If you've ever invested any serious money into a pot, when a draw busts, it feels
like you just got kicked in the "nuts" (pun intended.)

I can't tell you how many times people have approached me to tell me that I am
the LUCKIEST person in the world, and how I must have SOLD MY SOUL to the
poker devils just to catch so many good cards.

I just laugh.

There have been countless hands when I had the nut flush draw or open-ended
straight draw, only to watch my hand go to the gutter. However, what
SEPARATES me from the players who insist it's "luck" is the fact that when I get
LUCKY I cash out.

And when I DON'T, I get out of the hand without losing many chips. To get a
good idea of your chances of catching a good draw, you need to know the odds
of getting a "make card."

(For those of you don't know, a "make card" is a card that basically COMPLETES a
hand. Example: If you had 7, 8, 10, J the "make card" would be a 9.)

If you flop an open-ended straight draw, there are 8 cards in the deck that can
give you your straight. An inside strait draw has only four "make cards," and a
flush draw can be completed with 9 different cards in the deck.

This means that you can invest more money into open-ended straight draws and
flush draws than you can "belly-buster" draws. (Belly-buster = inside straight)

This may seem obvious, but there are many players who chase inside straight
draws and end up wasting their chips in the process. Remember that when you
are on a straight or a flush draw, odds are that you will NOT complete it. So you
don't want to invest too many chips on the outside chance that you'll get lucky.

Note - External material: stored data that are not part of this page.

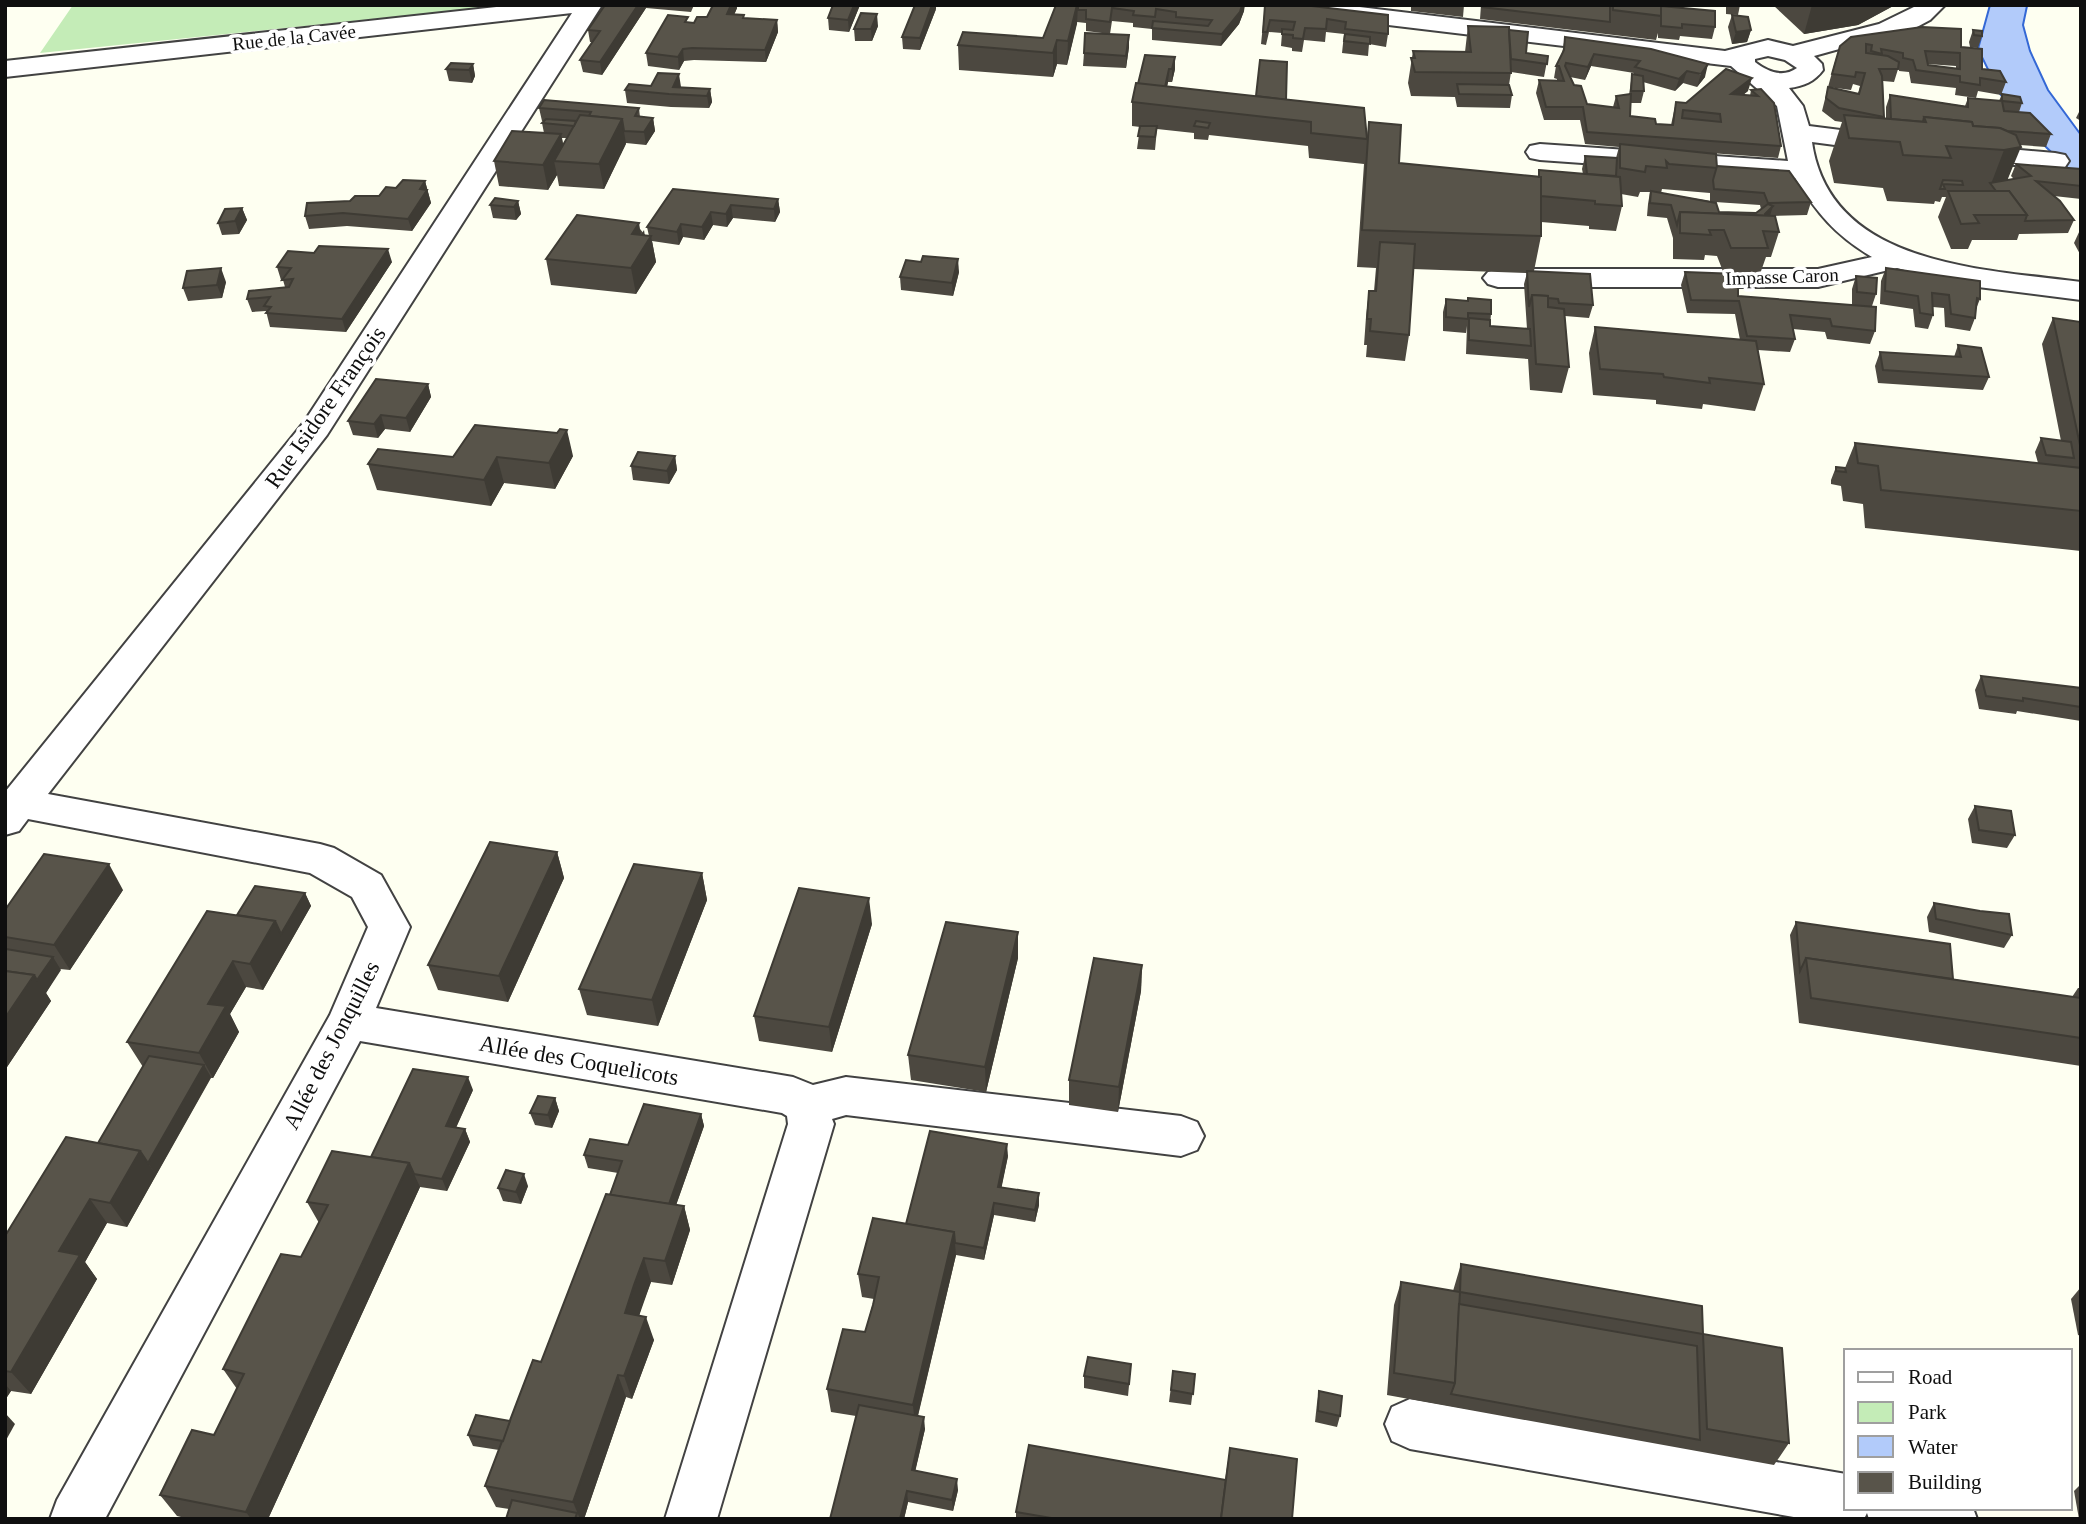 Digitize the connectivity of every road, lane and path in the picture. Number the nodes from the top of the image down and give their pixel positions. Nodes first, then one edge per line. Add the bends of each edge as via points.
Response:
1 (583, 5) edge
2 (590, 5) edge
3 (1933, 5) edge
4 (1296, 6) edge
5 (1748, 66) junction
6 (1797, 66) junction
7 (5, 69) edge
8 (1793, 119) junction
9 (1540, 152) dead end
10 (2055, 161) dead end
11 (1804, 170) junction
12 (1896, 259) junction
13 (1498, 278) dead end
14 (2081, 291) edge
15 (12, 811) edge
16 (349, 1021) junction
17 (807, 1106) junction
18 (1181, 1136) dead end
19 (1410, 1424) dead end
20 (1844, 1500) edge
21 (1902, 1510) edge
22 (76, 1519) edge
23 (691, 1519) edge
24 (1951, 1519) edge

1 - 7 street, Rue de la Cavée
2 - 15 street, Rue Isidore François via 316,428
3 - 6 street via 1881,32 1841,39
4 - 5 street via 1725,59
5 - 6 street via 1778,80
5 - 8 street
6 - 8 street via 1799,88
8 - 10 street via 1921,148
8 - 11 street
9 - 11 street
11 - 12 street via 1819,197 1850,232
12 - 13 street, Impasse Caron via 1818,278
12 - 14 street via 1953,275
15 - 16 street, Allée des Jonquilles via 320,859 368,886 389,927
16 - 17 street, Allée des Coquelicots via 793,1096
16 - 22 street, Allée des Jonquilles
17 - 18 street via 846,1096
17 - 23 street via 811,1124
19 - 20 street
21 - 24 street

When I am in this kind of situation, I always want to get as many cheap cards as
possible. Let's say that you flop a nut-flush draw and the action checks around
to you. At this point, you don't know what anyone has. Some players would
make a strong bet in this situation to buy the pot. This is a bad idea because
when you are in this position, you need to see more cards in order to have a
hand worth betting on.

If you make a strong bet, you may find that one or more of the players were
slow-playing their cards. Now, a player with a solid hand makes a considerable
raise over your bet. Everyone else folds, but you decide to see another card with
your flush draw.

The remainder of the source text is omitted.